Chirurgische Eingriffe

Eine weitere Chance offeriert die Operation des betroffenen Gelenkes. Dabei unterscheidet man 3 verschiedene Arten:

  • Gelenkschützende Operation: Ein bestimmter Anteil oder die gesamte entzündlich veränderte Gelenkinnenhaut wird chirurgisch entfernt (Synovektomie).
  • Gelenkersetzende Operation: Gesamter oder anteiliger Gelenkersatz (Totalendoprothese, Teilprothese) von Hüft-, Knie-, Finger- und Schultergelenken.
  • Gelenkversteifende Operation: Künstliche Versteifung des Gelenkes (Arthrodese) durch Entfernen entzündlicher Knochenanteile und Verbinden der gesunden Teile.

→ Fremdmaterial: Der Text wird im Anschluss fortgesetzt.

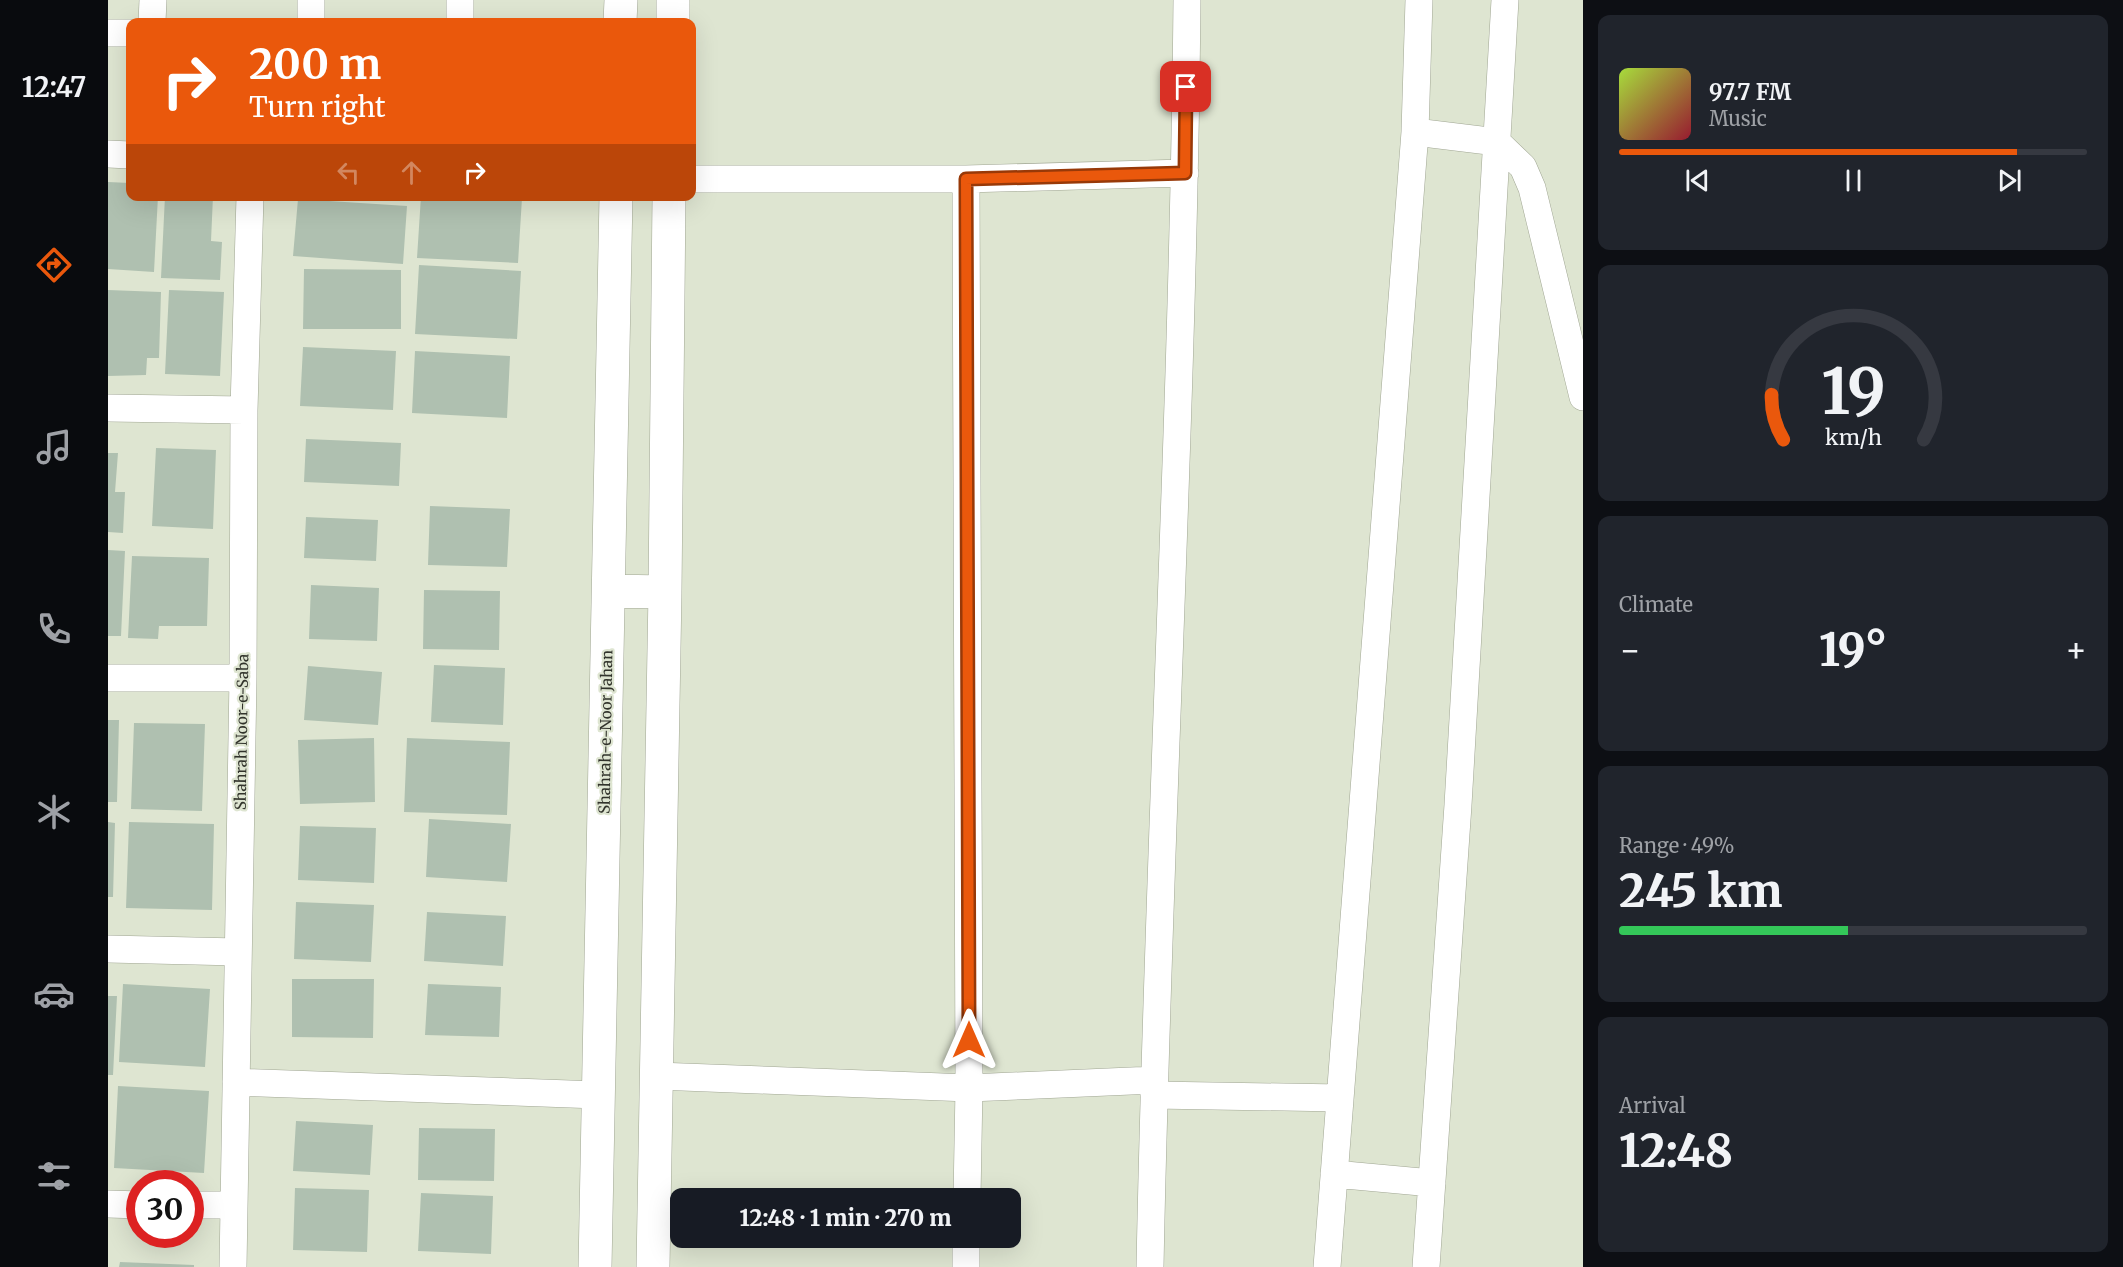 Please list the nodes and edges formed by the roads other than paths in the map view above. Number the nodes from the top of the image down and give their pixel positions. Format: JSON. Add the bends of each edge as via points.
{"nodes":[{"id":1,"x":153,"y":0,"type":"edge"},
{"id":2,"x":311,"y":0,"type":"edge"},
{"id":3,"x":460,"y":0,"type":"edge"},
{"id":4,"x":621,"y":0,"type":"edge"},
{"id":5,"x":673,"y":0,"type":"edge"},
{"id":6,"x":1187,"y":0,"type":"edge"},
{"id":7,"x":1419,"y":0,"type":"edge"},
{"id":8,"x":1505,"y":0,"type":"edge"},
{"id":9,"x":152,"y":18,"type":"edge"},
{"id":10,"x":311,"y":18,"type":"edge"},
{"id":11,"x":460,"y":18,"type":"edge"},
{"id":12,"x":620,"y":18,"type":"edge"},
{"id":13,"x":673,"y":18,"type":"edge"},
{"id":14,"x":108,"y":33,"type":"edge"},
{"id":15,"x":126,"y":33,"type":"edge"},
{"id":16,"x":1416,"y":132,"type":"junction"},
{"id":17,"x":1497,"y":142,"type":"junction"},
{"id":18,"x":108,"y":154,"type":"edge"},
{"id":19,"x":126,"y":155,"type":"edge"},
{"id":20,"x":1185,"y":173,"type":"junction"},
{"id":21,"x":696,"y":178,"type":"edge"},
{"id":22,"x":966,"y":179,"type":"junction"},
{"id":23,"x":250,"y":201,"type":"edge"},
{"id":24,"x":616,"y":201,"type":"edge"},
{"id":25,"x":669,"y":201,"type":"edge"},
{"id":26,"x":1583,"y":397,"type":"edge"},
{"id":27,"x":108,"y":408,"type":"edge"},
{"id":28,"x":244,"y":411,"type":"junction"},
{"id":29,"x":609,"y":591,"type":"junction"},
{"id":30,"x":664,"y":592,"type":"junction"},
{"id":31,"x":108,"y":678,"type":"edge"},
{"id":32,"x":243,"y":678,"type":"junction"},
{"id":33,"x":108,"y":949,"type":"edge"},
{"id":34,"x":238,"y":952,"type":"junction"},
{"id":35,"x":657,"y":1076,"type":"junction"},
{"id":36,"x":237,"y":1082,"type":"junction"},
{"id":37,"x":1154,"y":1087,"type":"junction"},
{"id":38,"x":969,"y":1088,"type":"junction"},
{"id":39,"x":598,"y":1095,"type":"junction"},
{"id":40,"x":1340,"y":1098,"type":"junction"},
{"id":41,"x":1334,"y":1174,"type":"junction"},
{"id":42,"x":1432,"y":1183,"type":"junction"},
{"id":43,"x":967,"y":1188,"type":"edge"},
{"id":44,"x":108,"y":1204,"type":"edge"},
{"id":45,"x":126,"y":1204,"type":"edge"},
{"id":46,"x":204,"y":1205,"type":"edge"},
{"id":47,"x":234,"y":1205,"type":"junction"},
{"id":48,"x":966,"y":1248,"type":"edge"},
{"id":49,"x":233,"y":1267,"type":"edge"},
{"id":50,"x":595,"y":1267,"type":"edge"},
{"id":51,"x":653,"y":1267,"type":"edge"},
{"id":52,"x":966,"y":1267,"type":"edge"},
{"id":53,"x":1150,"y":1267,"type":"edge"},
{"id":54,"x":1327,"y":1267,"type":"edge"},
{"id":55,"x":1426,"y":1267,"type":"edge"}],
"edges":[{"from":1,"to":9,"type":"street"},
{"from":2,"to":10,"type":"street"},
{"from":3,"to":11,"type":"street"},
{"from":4,"to":12,"type":"main road"},
{"from":5,"to":13,"type":"main road"},
{"from":6,"to":20,"type":"street"},
{"from":7,"to":16,"type":"street"},
{"from":8,"to":17,"type":"street"},
{"from":14,"to":15,"type":"street"},
{"from":16,"to":17,"type":"street"},
{"from":16,"to":40,"type":"street"},
{"from":17,"to":26,"type":"street","via":[[1523,167],[1532,188]]},
{"from":17,"to":42,"type":"street"},
{"from":18,"to":19,"type":"street"},
{"from":20,"to":22,"type":"street"},
{"from":20,"to":37,"type":"street"},
{"from":21,"to":22,"type":"street"},
{"from":22,"to":38,"type":"street"},
{"from":23,"to":28,"type":"street","name":"Shahrah Noor-e-Saba"},
{"from":24,"to":29,"type":"main road","name":"Shahrah-e-Noor Jahan"},
{"from":25,"to":30,"type":"main road"},
{"from":27,"to":28,"type":"street"},
{"from":28,"to":32,"type":"street","name":"Shahrah Noor-e-Saba"},
{"from":29,"to":30,"type":"main road"},
{"from":29,"to":39,"type":"main road","name":"Shahrah-e-Noor Jahan"},
{"from":30,"to":35,"type":"main road"},
{"from":31,"to":32,"type":"street"},
{"from":32,"to":34,"type":"street","name":"Shahrah Noor-e-Saba"},
{"from":33,"to":34,"type":"street"},
{"from":34,"to":36,"type":"street","name":"Shahrah Noor-e-Saba"},
{"from":35,"to":38,"type":"street"},
{"from":35,"to":51,"type":"main road"},
{"from":36,"to":39,"type":"street"},
{"from":36,"to":47,"type":"street","name":"Shahrah Noor-e-Saba"},
{"from":37,"to":38,"type":"street"},
{"from":37,"to":40,"type":"street"},
{"from":37,"to":53,"type":"street"},
{"from":38,"to":43,"type":"street"},
{"from":39,"to":50,"type":"main road","name":"Shahrah-e-Noor Jahan"},
{"from":40,"to":41,"type":"street"},
{"from":41,"to":42,"type":"street"},
{"from":41,"to":54,"type":"street"},
{"from":42,"to":55,"type":"street"},
{"from":44,"to":45,"type":"street"},
{"from":46,"to":47,"type":"street"},
{"from":47,"to":49,"type":"street","name":"Shahrah Noor-e-Saba"},
{"from":48,"to":52,"type":"street"}]}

Der Zeitpunkt, die Notwendigkeit und die Art jeder Gelenkoperation werden unter Berücksichtigung aller persönlichen Umstände (z. B. Wichtigkeit der Gelenkfunktion im Beruf) für jedes einzelne Gelenk geplant und ausführlich mit dem Betroffenen besprochen. Bei Gelenkersatz und Versteifung gibt es kein Zurück mehr, diese Maßnahmen sollten demnach am Ende des Behandlungskonzeptes eingesetzt werden, wenn andere therapeutische Maßnahmen nicht den entsprechenden Erfolg erzielen.